Short-term & long-term gains
Capital gains could be long-term or short-term . Capital assets are classified as long-term or short-term with reference to the period of holding of such assets.
In case a house property is held for not more than 36 months from the date of its transfer, the gain arising from the same would be treated as a short-term capital gain. Such a gain would be liable to tax at normal income-tax rates applicable to the tax payer. Therefore, for an individual tax payer in the highest tax slab rate, the short-term capital gain would be taxable @ 30%, plus education cess.
However, if such a property is held for more than 36 months and sold subsequently, the gain arising from there would be treated as a long-term capital gain and subject to tax @20%, plus education cess.

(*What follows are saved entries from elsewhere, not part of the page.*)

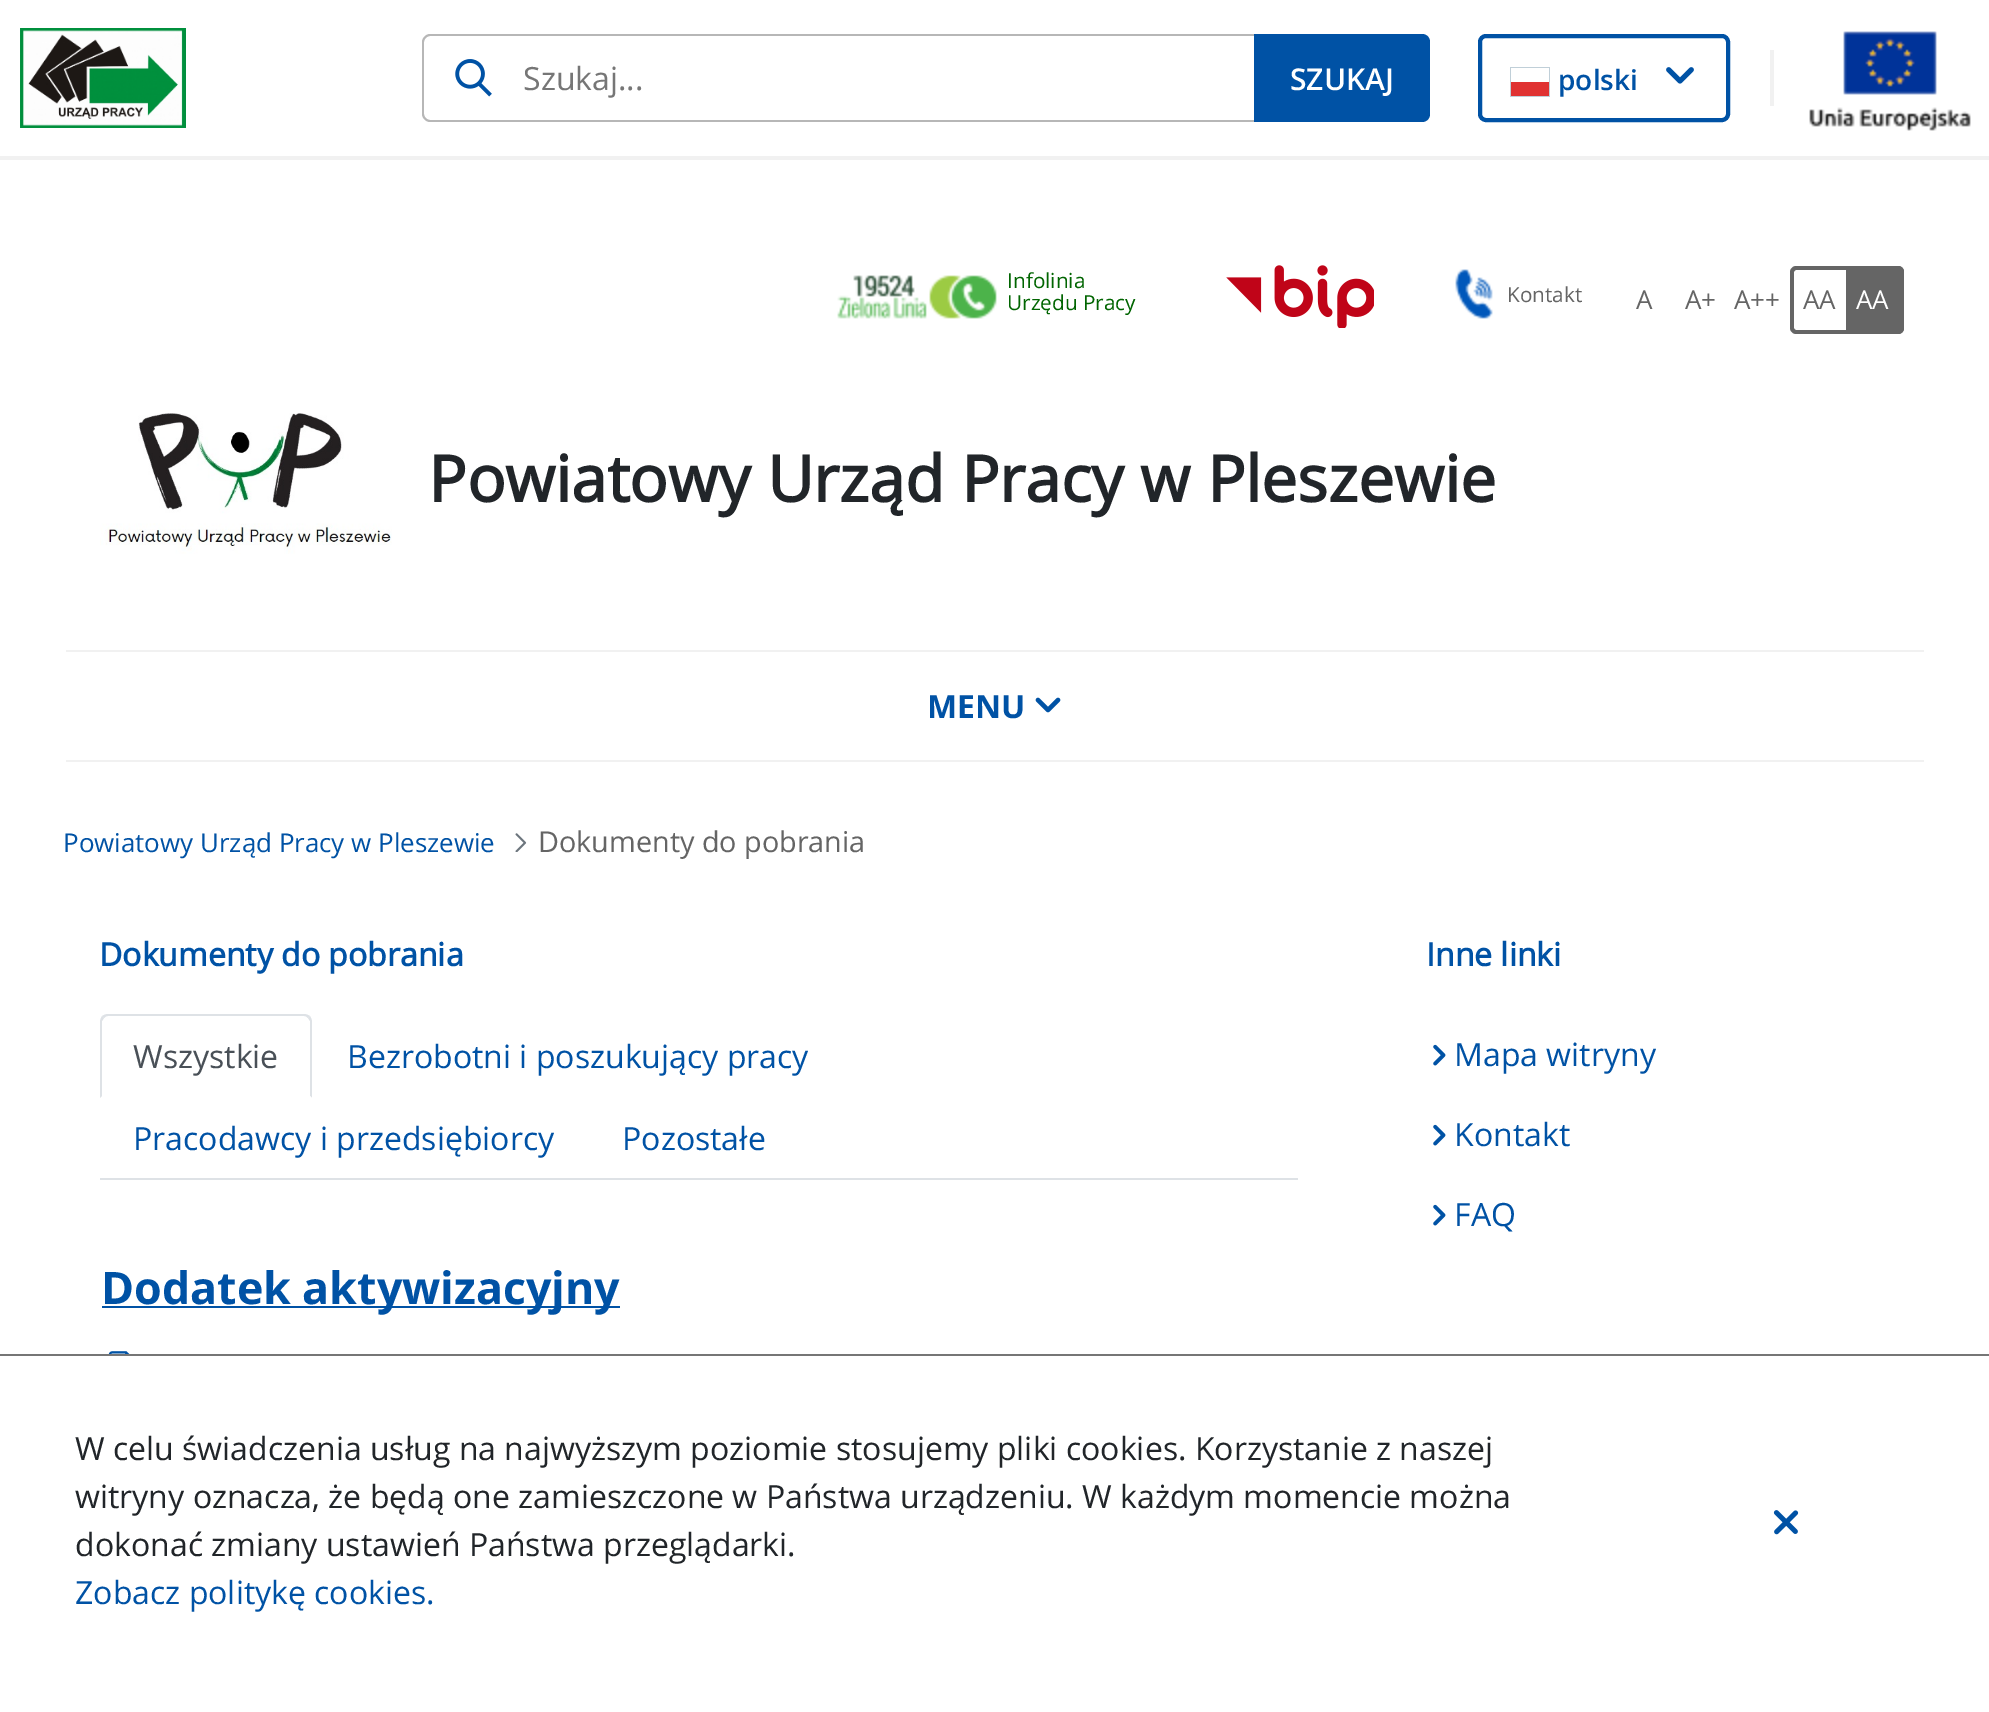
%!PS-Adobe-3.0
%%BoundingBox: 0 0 1989 1712
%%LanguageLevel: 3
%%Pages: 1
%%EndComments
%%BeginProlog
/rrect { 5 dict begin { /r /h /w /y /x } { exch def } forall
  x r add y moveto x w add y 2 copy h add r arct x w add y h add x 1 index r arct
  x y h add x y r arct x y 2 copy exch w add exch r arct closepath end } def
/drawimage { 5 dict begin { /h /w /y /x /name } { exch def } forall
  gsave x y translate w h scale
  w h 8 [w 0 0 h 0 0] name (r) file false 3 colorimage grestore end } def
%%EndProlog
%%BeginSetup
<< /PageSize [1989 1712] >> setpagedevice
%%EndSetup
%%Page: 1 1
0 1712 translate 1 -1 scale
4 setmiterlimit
1 setgray
0 0 1989 1712 rectfill
0.945 setgray
0 156 1989 4 rectfill
(images/1.raw) 20 28 166 100 drawimage
(images/2.raw) 455 59 37 38 drawimage
0.718 setgray
newpath 430 34 moveto 1254 34 lineto 1254 122 lineto 430 122 lineto 426 122 422 118 422 114 curveto 422 42 lineto 422 38 426 34 430 34 curveto closepath 430 36 moveto 1254 36 lineto 1254 120 lineto 430 120 lineto 427 120 424 117 424 114 curveto 424 42 lineto 424 39 427 36 430 36 curveto closepath eofill
0 0.322 0.647 setrgbcolor
newpath 1254 34 moveto 1422 34 lineto 1426.5 34 1430 37.5 1430 42 curveto 1430 114 lineto 1430 118.5 1426.5 122 1422 122 curveto 1254 122 lineto closepath fill
4 setlinewidth
1480 36 248 84 6 rrect stroke
0.753 0.812 0.847 setrgbcolor
1510 67 40 30 rectfill
1 setgray
1511 68 38 14 rectfill
0.878 0.196 0.196 setrgbcolor
1511 82 38 14 rectfill
(images/3.raw) 1666 67 28 17 drawimage
0.945 setgray
1770 50 4 56 rectfill
(images/4.raw) 1809 31 162 100 drawimage
(images/5.raw) 837 275 160 44 drawimage
(images/6.raw) 1226 265 148 63 drawimage
(images/7.raw) 1455 269 38 50 drawimage
0.396 setgray
newpath 1796 266 moveto 1846 266 lineto 1846 334 lineto 1796 334 lineto 1793 334 1790 331 1790 328 curveto 1790 272 lineto 1790 269 1793 266 1796 266 curveto closepath 1796 270 moveto 1846 270 lineto 1846 330 lineto 1796 330 lineto 1795 330 1794 329 1794 328 curveto 1794 272 lineto 1794 271 1795 270 1796 270 curveto closepath eofill
newpath 1846 266 moveto 1898 266 lineto 1901.5 266 1904 268.5 1904 272 curveto 1904 328 lineto 1904 331.5 1901.5 334 1898 334 curveto 1846 334 lineto closepath fill
newpath 1846 266 moveto 1898 266 lineto 1901 266 1904 269 1904 272 curveto 1904 328 lineto 1904 331 1901 334 1898 334 curveto 1846 334 lineto closepath 1846 270 moveto 1898 270 lineto 1899 270 1900 271 1900 272 curveto 1900 328 lineto 1900 329 1899 330 1898 330 curveto 1846 330 lineto closepath eofill
(images/8.raw) 100 413 292 141 drawimage
0.945 setgray
66 650 1858 2 rectfill
66 760 1858 2 rectfill
(images/9.raw) 1035 697 26 16 drawimage
(images/10.raw) 515 833 12 19 drawimage
0.871 0.886 0.902 setrgbcolor
100 1178 1198 2 rectfill
newpath 108 1014 moveto 106 1014 104 1015 102 1016 curveto 104 1018 lineto 105 1017 106 1016 108 1016 curveto 304 1016 lineto 306 1016 307 1017 308 1018 curveto 310 1016 lineto 308 1015 306 1014 304 1014 curveto closepath fill
newpath 312 1098 moveto 312 1022 lineto 312 1020 311 1018 310 1016 curveto 308 1018 lineto 310 1021 lineto 310 1096 lineto closepath fill
1 setgray
newpath 312 1098 moveto 310 1096 lineto 102 1096 lineto 100 1098 lineto closepath fill
0.871 0.886 0.902 setrgbcolor
newpath 100 1098 moveto 102 1096 lineto 102 1021 lineto 104 1018 lineto 102 1016 lineto 101 1018 100 1020 100 1022 curveto closepath fill
0 0.322 0.647 setrgbcolor
102 1306 518 2 rectfill
(images/11.raw) 108 1351 22 3 drawimage
(images/12.raw) 1433 1044 13 22 drawimage
(images/12.raw) 1433 1124 13 22 drawimage
(images/12.raw) 1433 1204 13 22 drawimage
0.463 setgray
0 1354 1989 2 rectfill
(images/13.raw) 1773 1510 26 25 drawimage
/OpenSans-Regular [32 0 0 -32 0 0] selectfont
523 90 moveto (Szukaj...) show
/OpenSans-SemiBold [30 0 0 -30 0 0] selectfont
1 setgray
1290 90 moveto (SZUKAJ) show
/OpenSans-SemiBold [28 0 0 -28 0 0] selectfont
0 0.322 0.647 setrgbcolor
1558 90 moveto (polski) show
/OpenSans-Regular [20.75 0 0 -20.75 0 0] selectfont
0.004 0.396 0.004 setrgbcolor
1007 288 moveto (Infolinia) show
1007 310 moveto (Urzędu Pracy) show
0.396 setgray
1507 302 moveto (Kontakt) show
/OpenSans-Regular [26 0 0 -26 0 0] selectfont
1636 309 moveto (A) show
1685 309 moveto (A+) show
1734 309 moveto (A++) show
1803 309 moveto (AA) show
1 setgray
1856 309 moveto (AA) show
/OpenSans-Bold [64 0 0 -64 0 0] selectfont
0.129 0.145 0.161 setrgbcolor
428 502 moveto (Powiatowy Urząd Pracy w Pleszewie) show
/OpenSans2-Bold [32 0 0 -32 0 0] selectfont
0 0.322 0.647 setrgbcolor
927 718 moveto (MENU) show
/OpenSans-Regular [25.9 0 0 -25.9 0 0] selectfont
63 852 moveto (Powiatowy Urząd Pracy w Pleszewie) show
/OpenSans-Regular [28.75 0 0 -28.75 0 0] selectfont
0.396 setgray
538 852 moveto (Dokumenty do pobrania) show
/OpenSans-Bold [32 0 0 -32 0 0] selectfont
0 0.322 0.647 setrgbcolor
99 966 moveto (Dokumenty do pobrania) show
/OpenSans-Regular [32 0 0 -32 0 0] selectfont
0.286 0.314 0.341 setrgbcolor
133 1068 moveto (Wszystkie) show
0 0.322 0.647 setrgbcolor
347 1068 moveto (Bezrobotni i poszukujący pracy) show
133 1150 moveto (Pracodawcy i przedsiębiorcy) show
622 1150 moveto (Pozostałe) show
/OpenSans2-Bold [44.75 0 0 -44.75 0 0] selectfont
101 1304 moveto (Dodatek aktywizacyjny) show
/OpenSans-Bold [32 0 0 -32 0 0] selectfont
1426 966 moveto (Inne linki) show
/OpenSans-Regular [32 0 0 -32 0 0] selectfont
1454 1066 moveto (Mapa witryny) show
1454 1146 moveto (Kontakt) show
1454 1226 moveto (FAQ) show
0.129 0.145 0.161 setrgbcolor
75 1460 moveto (W celu świadczenia usług na najwyższym poziomie stosujemy pliki cookies. Korzystanie z naszej) show
75 1508 moveto (witryny oznacza, że będą one zamieszczone w Państwa urządzeniu. W każdym momencie można) show
75 1556 moveto (dokonać zmiany ustawień Państwa przeglądarki.) show
0 0.322 0.647 setrgbcolor
75 1604 moveto (Zobacz politykę cookies.) show
showpage
%%EOF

Such a long-term capital gain would also enjoy the benefit of indexation, ie, the cost of such a house property would be increased with reference to the cost inflation index.
The I-T Act, provides tax breaks for long-term capital gains invested in specified avenues.

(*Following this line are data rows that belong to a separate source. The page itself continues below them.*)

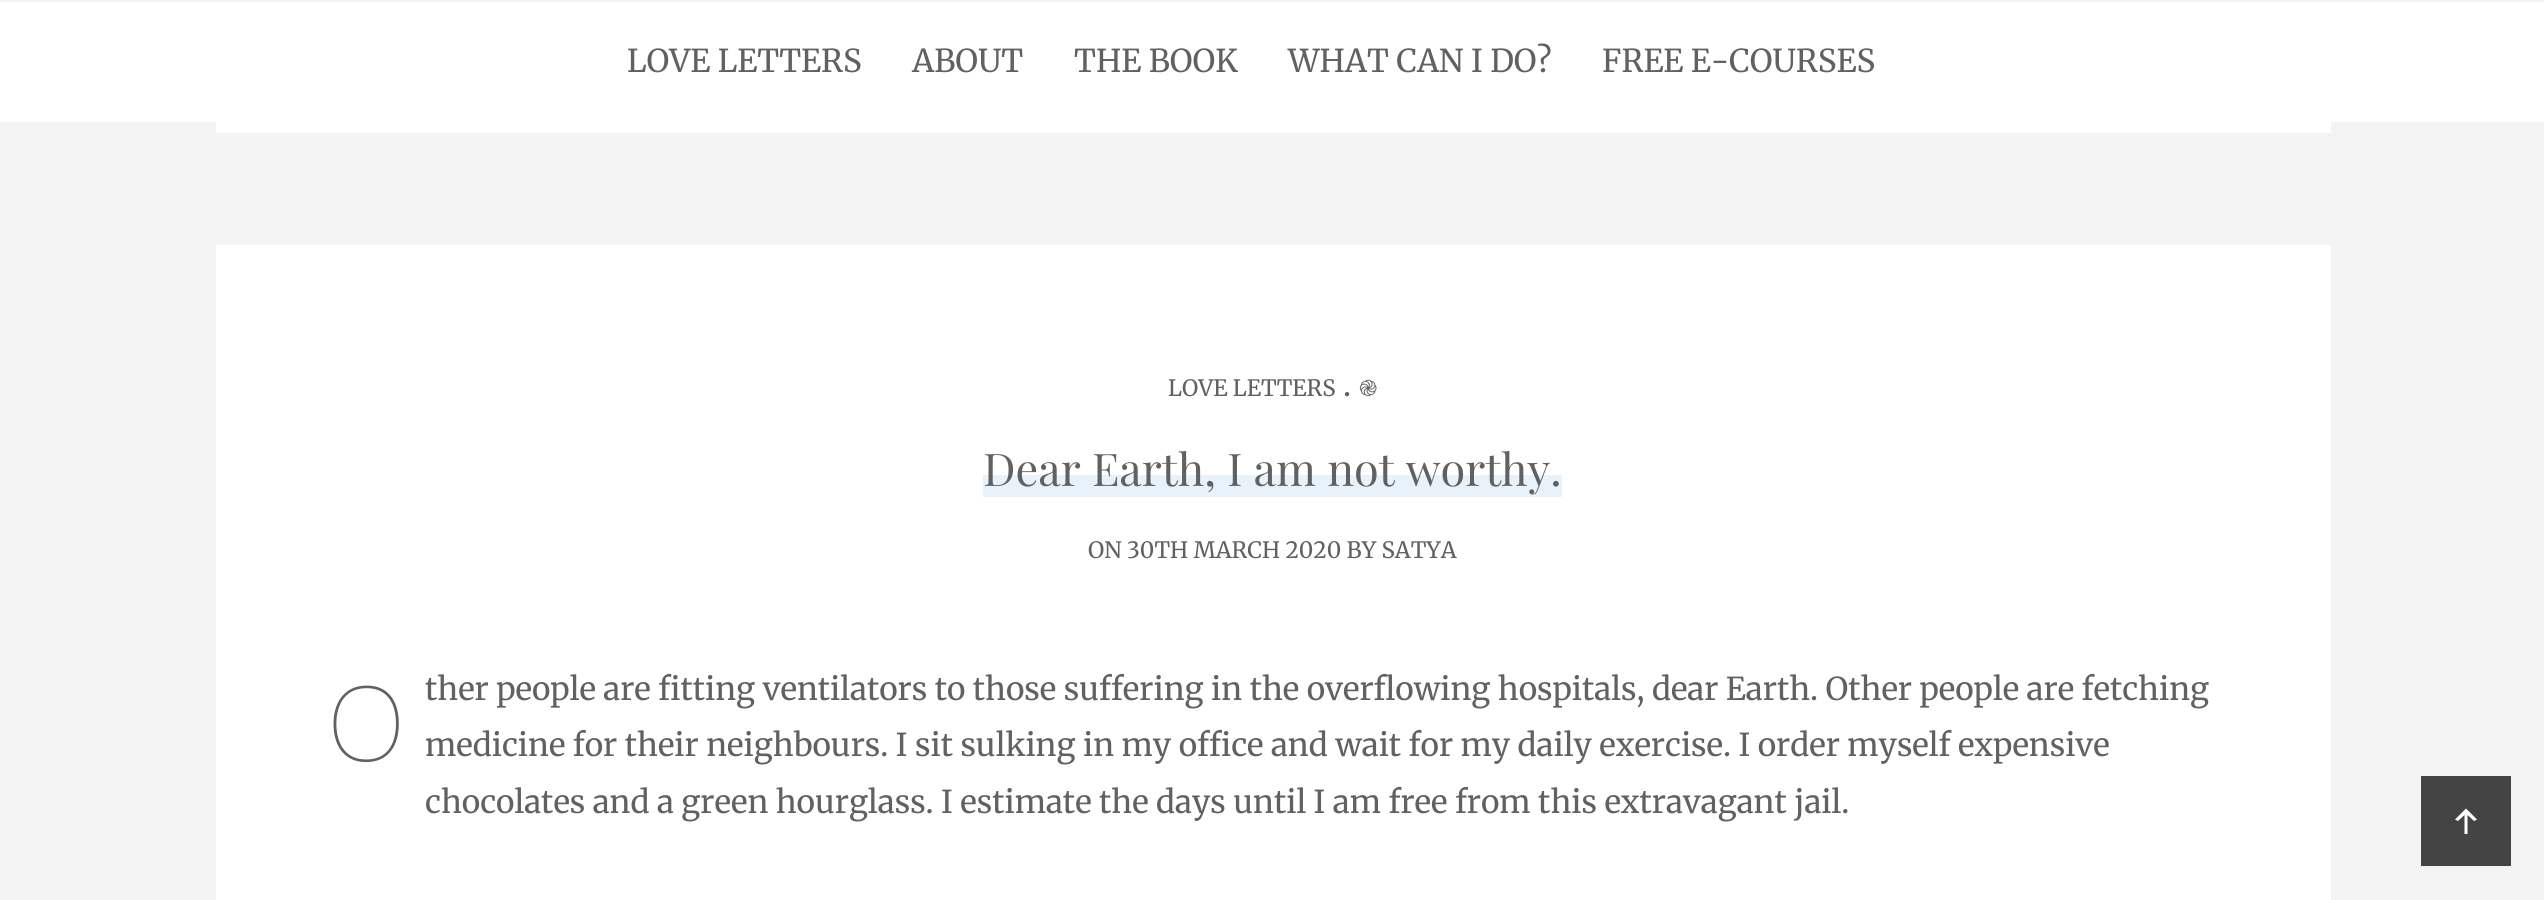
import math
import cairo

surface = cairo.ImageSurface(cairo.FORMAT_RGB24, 2544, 900)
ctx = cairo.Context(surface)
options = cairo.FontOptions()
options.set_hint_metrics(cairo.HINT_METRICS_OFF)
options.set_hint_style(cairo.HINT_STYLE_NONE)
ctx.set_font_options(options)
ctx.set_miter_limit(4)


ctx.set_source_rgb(0.953, 0.953, 0.953)
ctx.paint()
ctx.set_source_rgb(1, 1, 1)
ctx.rectangle(0, 2, 2544, 120)
ctx.fill()
ctx.select_font_face("Merriweather")
ctx.set_font_size(31.5)
ctx.set_source_rgb(0.38, 0.38, 0.38)
ctx.move_to(627, 72)
ctx.show_text("LOVE LETTERS")
ctx.move_to(912, 72)
ctx.show_text("ABOUT")
ctx.move_to(1074, 72)
ctx.show_text("THE BOOK")
ctx.move_to(1288, 72)
ctx.show_text("WHAT CAN I DO?")
ctx.move_to(1602, 72)
ctx.show_text("FREE E-COURSES")
ctx.set_source_rgb(1, 1, 1)
ctx.rectangle(216, 122, 2115, 11)
ctx.fill()
ctx.rectangle(216, 245, 2115, 655)
ctx.fill()
ctx.set_font_size(22.5)
ctx.set_source_rgb(0.38, 0.38, 0.38)
ctx.move_to(1168, 396)
ctx.show_text("LOVE LETTERS")
ctx.set_font_size(31.5)
ctx.move_to(1343, 396)
ctx.show_text(".")
ctx.select_font_face("Noto Sans Armenian")
ctx.set_font_size(22.5)
ctx.move_to(1359, 396)
ctx.show_text("֎")
ctx.set_source_rgb(0.91, 0.949, 0.98)
ctx.rectangle(983, 475, 579, 22)
ctx.fill()
ctx.select_font_face("Playfair Display")
ctx.set_font_size(45)
ctx.set_source_rgb(0.38, 0.38, 0.38)
ctx.move_to(983, 486)
ctx.show_text("Dear Earth, I am not worthy.")
ctx.select_font_face("Merriweather")
ctx.set_font_size(22.5)
ctx.move_to(1088, 558)
ctx.show_text("ON 30TH MARCH 2020 BY SATYA")
ctx.select_font_face("Noto Sans Thin")
ctx.set_font_size(104)
ctx.move_to(327, 761)
ctx.show_text("O")
ctx.select_font_face("Merriweather")
ctx.set_font_size(31.5)
ctx.move_to(425, 700)
ctx.show_text("ther people are fitting ventilators to those suffering in the overflowing hospitals, dear Earth. Other people are fetching")
ctx.move_to(425, 756)
ctx.show_text("medicine for their neighbours. I sit sulking in my office and wait for my daily exercise. I order myself expensive")
ctx.move_to(425, 813)
ctx.show_text("chocolates and a green hourglass. I estimate the days until I am free from this extravagant jail.")
ctx.set_source_rgb(0.267, 0.267, 0.267)
ctx.rectangle(2421, 776, 90, 90)
ctx.fill()
ctx.set_source_rgb(1, 1, 1)
ctx.new_path()
ctx.move_to(2467.5, 834)
ctx.line_to(2464.5, 834)
ctx.line_to(2464.5, 815)
ctx.line_to(2458, 821)
ctx.line_to(2455, 819.5)
ctx.line_to(2466, 808.5)
ctx.line_to(2477, 819.5)
ctx.line_to(2474, 821)
ctx.line_to(2467.5, 815)
ctx.close_path()
ctx.fill()
surface.write_to_png("page.png")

The new property should be bought within a year before or two years after the date of such transfer.
Also, such long-term capital gains could be invested to construct a new house property within three years from the date of sale.
In case the individual does not want to invest immediately and wants to buy/construct the other house later, he also has an option of keeping the funds in a specified capital gains scheme with a bank from which the funds could be specifically utilised for acquiring the other house, subject to conditions.
In respect to these bonds, the investment limit is restricted up to Rs 50 lakh during any financial year.